I had a project at work that was similar to this. We were testing something and looking for failures, which should be rare. After testing 100 without failure, what could I say about the probability of failure? I treated it as a binomial problem:
p = probability of failure
probability of 100 failures = (1-p)^100
Then I worked backwards to find some limits for p.
So the upper limit would be setting that to 0.95, or there was a 95% chance that I should detect a non-failure, but was unlucky and didn’t.
The lower limit would be setting it to 0.05, or there was only a 5% chance of detecting a non-failure, and as expected I didn’t.
The middle would be setting it equal to 0.5, or there was a 50-50 chance I would detect a non-failure and I didn’t.
So in the general case of:
p = probability of failure for one instance
n = number of tries
P = probability of all failures = (1-p)^n
The numbers above are 1-P, the probability of finding at least one non-failure, so
solving for p gives 1-(1-P)^(1/n)
So the range of probabilities after 100 failures is:
Upper: 1-(1-0.95)^(1/100) = 0.0295
Middle: 1-(1-0.05)^(1/100) = 0.0069
Lower: 1-(1-0.05)^(1/100) = 0.0005
The upper limit is similar to what was said above about not being able to say much more than it is less than 0.0295, with 95% confidence. The middle and lower are just making a stab at giving some bound and best guess based on the limited data available.
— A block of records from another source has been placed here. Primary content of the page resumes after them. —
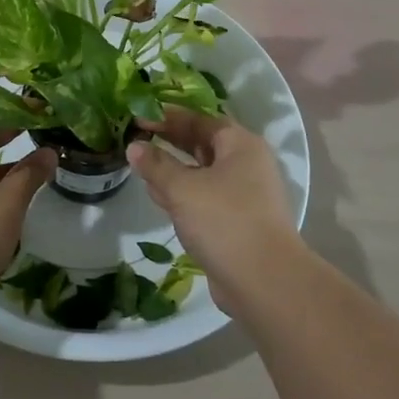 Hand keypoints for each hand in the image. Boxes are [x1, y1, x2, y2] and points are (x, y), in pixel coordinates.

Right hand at [128, 109, 301, 312]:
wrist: (264, 281)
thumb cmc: (223, 220)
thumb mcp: (182, 188)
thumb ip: (156, 165)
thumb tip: (134, 146)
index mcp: (240, 145)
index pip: (201, 120)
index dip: (168, 117)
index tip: (139, 117)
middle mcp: (247, 165)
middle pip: (203, 145)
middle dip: (170, 142)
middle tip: (137, 139)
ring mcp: (244, 196)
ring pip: (203, 174)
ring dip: (174, 170)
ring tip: (142, 168)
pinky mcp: (238, 223)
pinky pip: (206, 199)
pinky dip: (184, 195)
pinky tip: (160, 199) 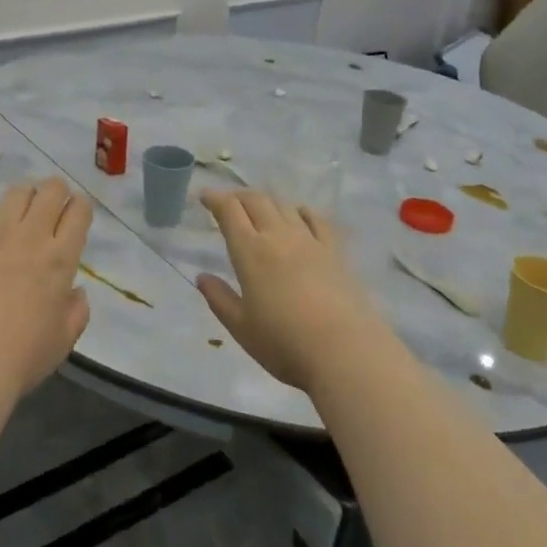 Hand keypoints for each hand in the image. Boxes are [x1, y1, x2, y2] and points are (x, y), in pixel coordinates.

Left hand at [0, 178, 92, 404]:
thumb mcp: (65, 339)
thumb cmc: (22, 357)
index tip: (77, 215)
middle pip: (51, 190)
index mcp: (61, 258)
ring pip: (16, 192)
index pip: (79, 212)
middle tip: (52, 207)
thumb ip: (76, 310)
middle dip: (57, 191)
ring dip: (24, 195)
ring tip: (21, 210)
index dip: (81, 207)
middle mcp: (30, 236)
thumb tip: (74, 292)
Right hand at [196, 190, 382, 392]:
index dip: (215, 199)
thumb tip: (201, 277)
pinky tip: (301, 214)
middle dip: (239, 196)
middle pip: (257, 201)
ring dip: (268, 202)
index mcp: (250, 252)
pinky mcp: (335, 251)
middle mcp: (278, 236)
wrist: (344, 351)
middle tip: (228, 201)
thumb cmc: (284, 343)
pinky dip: (303, 211)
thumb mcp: (241, 327)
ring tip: (260, 208)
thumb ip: (219, 299)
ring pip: (285, 206)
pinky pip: (317, 220)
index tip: (204, 196)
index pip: (229, 211)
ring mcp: (310, 241) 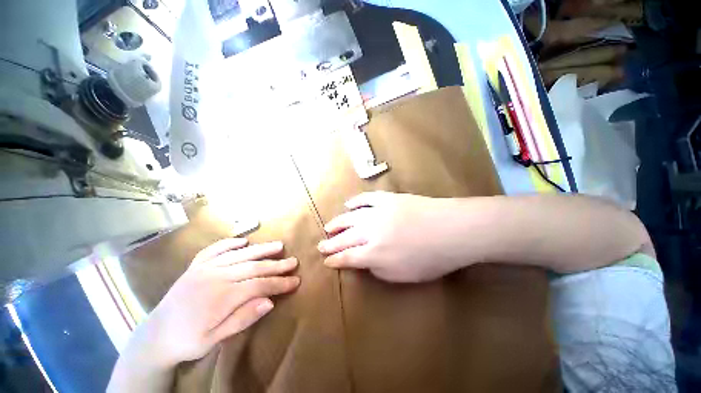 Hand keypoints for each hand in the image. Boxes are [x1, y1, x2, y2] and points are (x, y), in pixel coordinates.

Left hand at [138, 239, 299, 367]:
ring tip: (279, 245)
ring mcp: (204, 268)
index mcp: (219, 297)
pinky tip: (243, 241)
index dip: (279, 283)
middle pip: (253, 267)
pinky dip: (229, 243)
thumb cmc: (188, 341)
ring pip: (239, 254)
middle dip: (276, 265)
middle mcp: (214, 277)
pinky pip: (215, 249)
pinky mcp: (196, 265)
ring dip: (261, 249)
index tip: (295, 281)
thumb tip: (269, 301)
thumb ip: (243, 319)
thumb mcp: (215, 339)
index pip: (258, 285)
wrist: (155, 335)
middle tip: (293, 262)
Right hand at [318, 192, 464, 282]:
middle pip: (344, 237)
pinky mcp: (386, 198)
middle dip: (331, 243)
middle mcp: (369, 230)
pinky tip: (348, 204)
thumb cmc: (430, 258)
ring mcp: (377, 211)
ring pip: (350, 217)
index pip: (347, 257)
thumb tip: (364, 262)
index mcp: (373, 252)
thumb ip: (378, 270)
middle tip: (321, 245)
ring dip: (338, 223)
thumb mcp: (402, 275)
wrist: (451, 229)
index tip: (326, 261)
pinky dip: (355, 201)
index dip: (335, 260)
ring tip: (328, 227)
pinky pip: (366, 199) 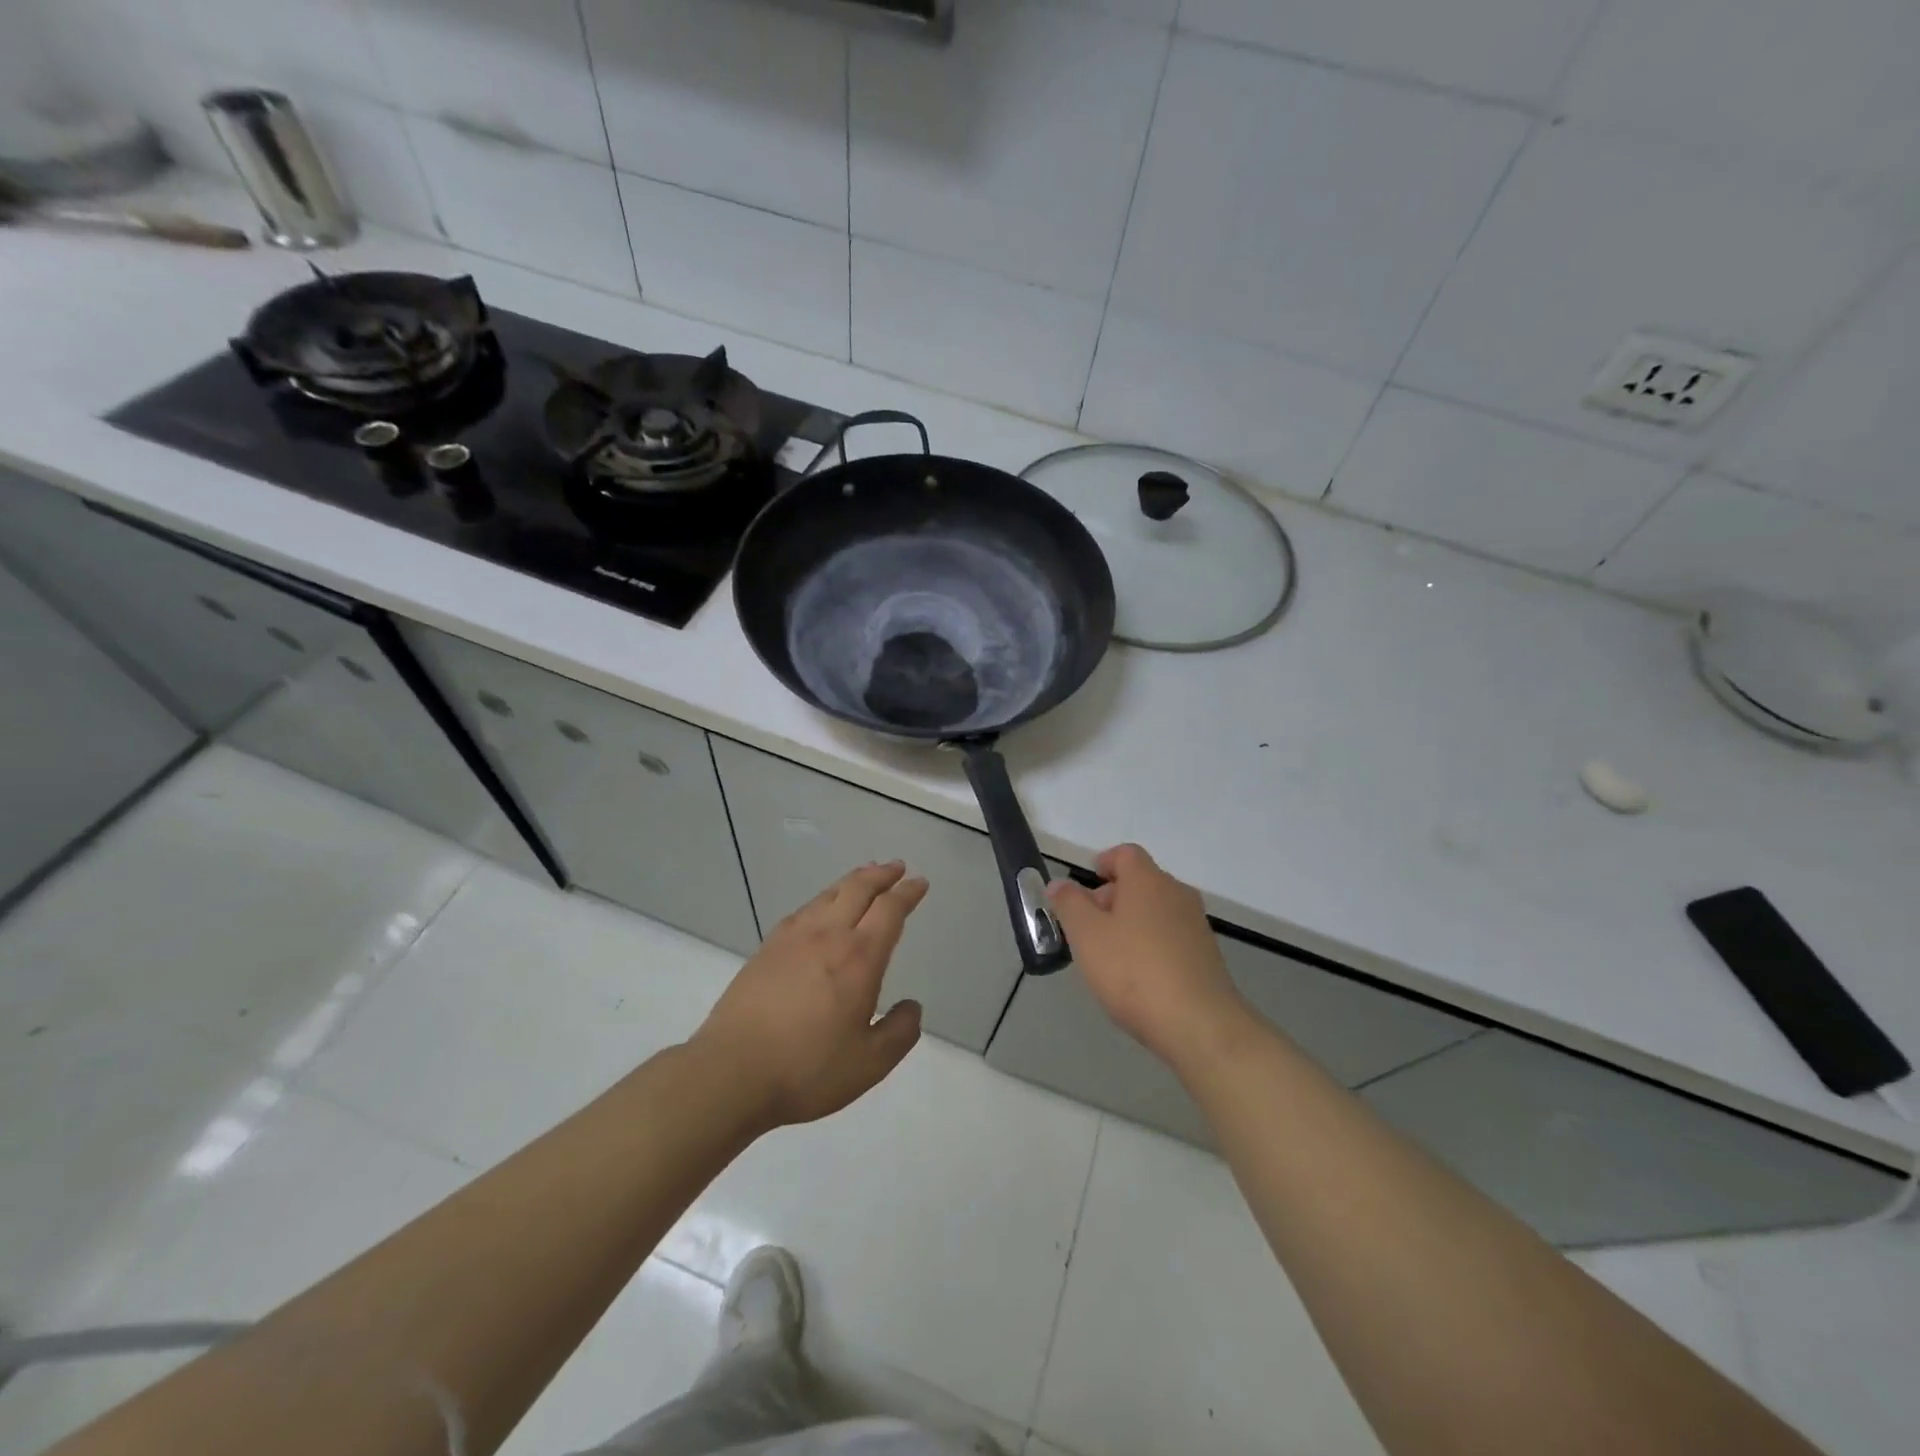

From there, you can see what happens if you double the sample and what your chances of finding a non-failure are. I leave the math to the reader.
I screwed up that last post, but I don’t feel like writing it all over again. I switched between failures and non-failures somewhere in the middle. Sorry about that. The idea should be somewhat clear though.
If someone is interested and still confused, I could try to explain better.